> _BRIEF_: Without altering anything, repeat each of the records.

[GIVEN RECORDS]

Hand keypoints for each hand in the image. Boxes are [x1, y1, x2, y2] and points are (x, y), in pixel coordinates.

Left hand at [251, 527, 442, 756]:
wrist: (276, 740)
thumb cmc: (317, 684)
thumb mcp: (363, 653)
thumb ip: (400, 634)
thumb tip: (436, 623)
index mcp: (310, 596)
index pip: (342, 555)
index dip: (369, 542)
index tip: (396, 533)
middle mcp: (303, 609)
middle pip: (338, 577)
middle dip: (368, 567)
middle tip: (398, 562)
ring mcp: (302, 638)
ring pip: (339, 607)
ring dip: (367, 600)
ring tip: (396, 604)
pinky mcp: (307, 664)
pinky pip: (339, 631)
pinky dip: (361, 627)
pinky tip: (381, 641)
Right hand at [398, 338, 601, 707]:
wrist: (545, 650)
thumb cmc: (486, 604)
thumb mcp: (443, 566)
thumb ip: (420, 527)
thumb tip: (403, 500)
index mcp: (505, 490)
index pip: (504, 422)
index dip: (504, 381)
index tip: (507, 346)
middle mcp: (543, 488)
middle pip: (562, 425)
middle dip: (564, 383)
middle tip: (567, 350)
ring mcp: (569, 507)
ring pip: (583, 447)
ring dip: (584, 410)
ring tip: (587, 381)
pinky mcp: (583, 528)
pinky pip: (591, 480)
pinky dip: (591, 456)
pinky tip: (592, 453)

[/GIVEN RECORDS]

> _SOLUTION TO THIS PROBLEM_:
Hand keypoints for each hand in the image. Boxes are [x1, y1, x2, y2] and points are (x, y), in pixel coordinates.

Left hand at [251, 527, 442, 756]:
wrist: (276, 740)
thumb cmc: (317, 684)
thumb mcp: (363, 653)
thumb ip: (400, 634)
thumb tip: (436, 623)
index mcp: (310, 596)
index pip: (342, 555)
index dip: (369, 542)
index tip: (396, 533)
middle mcp: (303, 609)
middle pip: (338, 577)
middle dip: (368, 567)
middle tip: (398, 562)
ring mcp: (302, 638)
ring pip: (339, 607)
ring dip: (367, 600)
ring tip: (396, 604)
pinky mcp: (307, 664)
pinky pip: (339, 631)
pinky dip: (361, 627)
pinky tip: (381, 641)
Right hand at [398, 338, 601, 707]:
wrist: (545, 650)
thumb cmc: (486, 604)
thumb mcp: (443, 566)
thumb ip: (420, 527)
thumb tip: (403, 500)
index mcp: (505, 490)
index pip: (504, 422)
index dip: (504, 381)
index tip: (507, 346)
middle mcp: (543, 488)
middle pip: (562, 425)
middle dip: (564, 383)
middle tip: (567, 350)
ring mcp: (569, 507)
ring pip: (583, 447)
ring dip: (584, 410)
ring tip: (587, 381)
pinky mcp: (583, 528)
pinky pip: (591, 480)
pinky dip: (591, 456)
pinky tip: (592, 453)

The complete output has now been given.